Again, where the agreement between the retiring and continuing partners can be set aside, or is executory, the conditions thereof being unperformed, then the original character of the property as joint estate is restored (Ex pte Rowlandson 1, Rose 416, 2, V. & B., 172; Ex fte Wheeler, Buck 25; Ex pte Wood, In re Wright, 10 Ch. D., 554).

By articles of partnership between A. and B. the capital of which belonged to A., it was agreed that on the death of A. the partnership should be dissolved, and that B.'s share of the profits should thenceforth belong to A.'s representatives who should carry on the business, and that B. should receive from them his share of the profits up to A.'s death. A. died having appointed B. his executor who carried on the business for some months and then became bankrupt.
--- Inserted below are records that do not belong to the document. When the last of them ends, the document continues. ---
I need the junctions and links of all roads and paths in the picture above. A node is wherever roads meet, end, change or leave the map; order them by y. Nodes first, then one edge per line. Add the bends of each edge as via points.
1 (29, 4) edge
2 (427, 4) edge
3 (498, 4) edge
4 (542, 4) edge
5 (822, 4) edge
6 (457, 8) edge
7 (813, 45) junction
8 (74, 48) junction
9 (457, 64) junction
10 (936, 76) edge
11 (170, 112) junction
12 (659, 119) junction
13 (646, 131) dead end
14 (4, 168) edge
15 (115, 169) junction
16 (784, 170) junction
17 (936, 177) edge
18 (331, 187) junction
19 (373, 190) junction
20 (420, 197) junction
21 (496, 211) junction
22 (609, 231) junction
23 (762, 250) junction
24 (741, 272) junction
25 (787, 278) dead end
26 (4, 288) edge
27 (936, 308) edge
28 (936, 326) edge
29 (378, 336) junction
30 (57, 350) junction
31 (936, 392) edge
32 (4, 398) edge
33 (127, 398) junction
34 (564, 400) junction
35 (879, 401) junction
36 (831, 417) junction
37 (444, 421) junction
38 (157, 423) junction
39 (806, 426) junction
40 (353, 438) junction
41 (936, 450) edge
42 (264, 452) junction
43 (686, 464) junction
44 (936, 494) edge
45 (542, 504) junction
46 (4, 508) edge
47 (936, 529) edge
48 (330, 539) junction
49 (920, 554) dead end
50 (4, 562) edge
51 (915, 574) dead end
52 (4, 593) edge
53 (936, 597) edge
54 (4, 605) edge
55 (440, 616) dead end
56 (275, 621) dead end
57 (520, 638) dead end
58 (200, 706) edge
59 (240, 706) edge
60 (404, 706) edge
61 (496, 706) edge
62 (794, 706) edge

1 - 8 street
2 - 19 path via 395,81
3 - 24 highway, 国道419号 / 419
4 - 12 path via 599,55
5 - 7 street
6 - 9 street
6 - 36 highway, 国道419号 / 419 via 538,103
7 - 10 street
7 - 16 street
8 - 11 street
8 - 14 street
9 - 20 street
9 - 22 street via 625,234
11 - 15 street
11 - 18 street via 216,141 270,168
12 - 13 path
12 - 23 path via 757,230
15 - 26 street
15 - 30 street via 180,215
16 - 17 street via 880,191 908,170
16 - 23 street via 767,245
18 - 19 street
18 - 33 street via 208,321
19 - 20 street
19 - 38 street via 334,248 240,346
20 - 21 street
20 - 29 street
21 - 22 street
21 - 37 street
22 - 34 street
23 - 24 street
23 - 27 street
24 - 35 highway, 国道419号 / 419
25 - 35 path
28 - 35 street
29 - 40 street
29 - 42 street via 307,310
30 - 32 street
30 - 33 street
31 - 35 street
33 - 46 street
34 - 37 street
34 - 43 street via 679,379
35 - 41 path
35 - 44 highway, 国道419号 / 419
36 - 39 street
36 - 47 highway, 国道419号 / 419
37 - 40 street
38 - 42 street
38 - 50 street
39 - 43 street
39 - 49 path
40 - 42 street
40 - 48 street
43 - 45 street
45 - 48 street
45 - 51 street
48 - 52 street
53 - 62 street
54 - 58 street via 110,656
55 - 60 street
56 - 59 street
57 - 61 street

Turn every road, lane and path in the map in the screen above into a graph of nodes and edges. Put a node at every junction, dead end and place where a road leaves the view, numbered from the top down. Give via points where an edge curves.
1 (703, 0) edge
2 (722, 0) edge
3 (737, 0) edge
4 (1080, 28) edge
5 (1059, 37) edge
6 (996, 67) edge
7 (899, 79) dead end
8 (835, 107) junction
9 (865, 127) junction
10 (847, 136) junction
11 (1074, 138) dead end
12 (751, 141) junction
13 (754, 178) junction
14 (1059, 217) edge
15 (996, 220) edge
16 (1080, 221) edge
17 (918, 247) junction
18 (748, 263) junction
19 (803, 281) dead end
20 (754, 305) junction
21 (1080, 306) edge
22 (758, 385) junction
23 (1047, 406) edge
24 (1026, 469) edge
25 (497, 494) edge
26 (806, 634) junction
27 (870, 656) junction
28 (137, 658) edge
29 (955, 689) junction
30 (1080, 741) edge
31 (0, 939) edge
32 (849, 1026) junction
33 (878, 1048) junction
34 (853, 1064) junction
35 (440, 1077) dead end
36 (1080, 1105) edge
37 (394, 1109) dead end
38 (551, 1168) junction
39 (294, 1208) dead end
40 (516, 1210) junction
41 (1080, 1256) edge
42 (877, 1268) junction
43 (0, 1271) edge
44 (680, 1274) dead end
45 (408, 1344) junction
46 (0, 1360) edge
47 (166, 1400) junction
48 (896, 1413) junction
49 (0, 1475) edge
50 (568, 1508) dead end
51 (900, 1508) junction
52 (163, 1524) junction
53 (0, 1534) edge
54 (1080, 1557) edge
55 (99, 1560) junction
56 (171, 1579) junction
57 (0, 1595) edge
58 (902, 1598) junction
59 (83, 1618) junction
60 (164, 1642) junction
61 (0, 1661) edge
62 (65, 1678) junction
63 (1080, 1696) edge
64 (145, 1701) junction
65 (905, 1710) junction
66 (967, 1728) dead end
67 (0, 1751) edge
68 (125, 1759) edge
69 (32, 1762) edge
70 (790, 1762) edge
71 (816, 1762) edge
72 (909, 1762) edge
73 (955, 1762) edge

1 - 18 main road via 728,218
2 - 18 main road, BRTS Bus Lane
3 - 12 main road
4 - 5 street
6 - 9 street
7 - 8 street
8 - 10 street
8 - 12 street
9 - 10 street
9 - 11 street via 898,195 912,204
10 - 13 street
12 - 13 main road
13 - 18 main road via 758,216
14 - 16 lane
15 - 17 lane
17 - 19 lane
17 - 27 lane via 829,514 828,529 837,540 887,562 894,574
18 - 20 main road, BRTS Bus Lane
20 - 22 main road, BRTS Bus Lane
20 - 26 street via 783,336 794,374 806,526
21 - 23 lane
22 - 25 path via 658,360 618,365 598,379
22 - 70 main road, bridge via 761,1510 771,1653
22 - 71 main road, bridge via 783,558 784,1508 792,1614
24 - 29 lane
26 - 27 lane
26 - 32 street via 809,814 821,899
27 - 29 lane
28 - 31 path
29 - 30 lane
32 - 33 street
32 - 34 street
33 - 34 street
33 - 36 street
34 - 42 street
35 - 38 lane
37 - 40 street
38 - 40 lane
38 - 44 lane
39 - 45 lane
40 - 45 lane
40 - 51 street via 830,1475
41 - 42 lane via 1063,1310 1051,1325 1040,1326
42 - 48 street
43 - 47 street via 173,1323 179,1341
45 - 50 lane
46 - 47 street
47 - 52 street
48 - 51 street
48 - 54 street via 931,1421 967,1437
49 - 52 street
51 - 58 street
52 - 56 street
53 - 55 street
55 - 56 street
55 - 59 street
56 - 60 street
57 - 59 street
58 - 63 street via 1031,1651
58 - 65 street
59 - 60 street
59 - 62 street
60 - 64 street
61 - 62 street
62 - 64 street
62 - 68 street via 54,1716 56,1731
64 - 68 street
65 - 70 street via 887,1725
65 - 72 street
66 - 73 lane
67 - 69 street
It was held that the deed had not the effect of converting the stock-in-trade into separate estate of A., but that so much as remained in specie was joint estate, and that what had been brought in since A.'s death was the separate estate of B. (Ex pte Morley, In re White, L. R. 8, 1026). The principle of this decision was followed in Ex pte Dear, In re White, 1 Ch. D., 514; Ex pte Manchester Bank, In re Mellor, 12 Ch. D., 917, affirmed sub tit. Ex pte Butcher, In re Mellor, 13 Ch. D., 465.

But where the articles provided that on the death of a partner the partnership should not be dissolved but that the business should be carried on by the survivors, it was held, that their effect was to make the joint estate of the original firm assets of the new firm, and that the joint creditors of the old firm were entitled to be paid rateably only with the new creditors (In re Simpson, L. R. 9, Ch. 572).

Two persons carried on business as partners, and on becoming bankrupt alleged that the goods were by agreement the property of one of them, but the Court held that they formed joint estate (In re Rowland, L. R. 1, Ch. 421). What was the separate property of one of the partners may by agreement become joint estate (Ex pte Owen, In re Bowers, 4 De G. & Sm., 351).

Any surplus of the separate estate of a man who is a partner in different firms, becoming bankrupt, is applicable to the discharge of the partnership debts of the respective firms in proportion to the amount of the debts proved against the joint estates of such firms respectively (Ex pte Franklyn, Buck, 332).

If there is no joint estate, or no solvent partner who can be sued, the joint creditors may prove against the separate estates of the partners (Ex pte Sadler, 15 Ves., 52; Ex pte Bradshaw, 1 Gl. & J., 99; Ex pte Bauerman, 3 Deac., 476), but not if there is any joint estate at all, however small in amount, nor if any of the partners is not actually bankrupt (Ex pte Janson, 3 Madd, 229; Ex pte Peake, 2 Rose, 54).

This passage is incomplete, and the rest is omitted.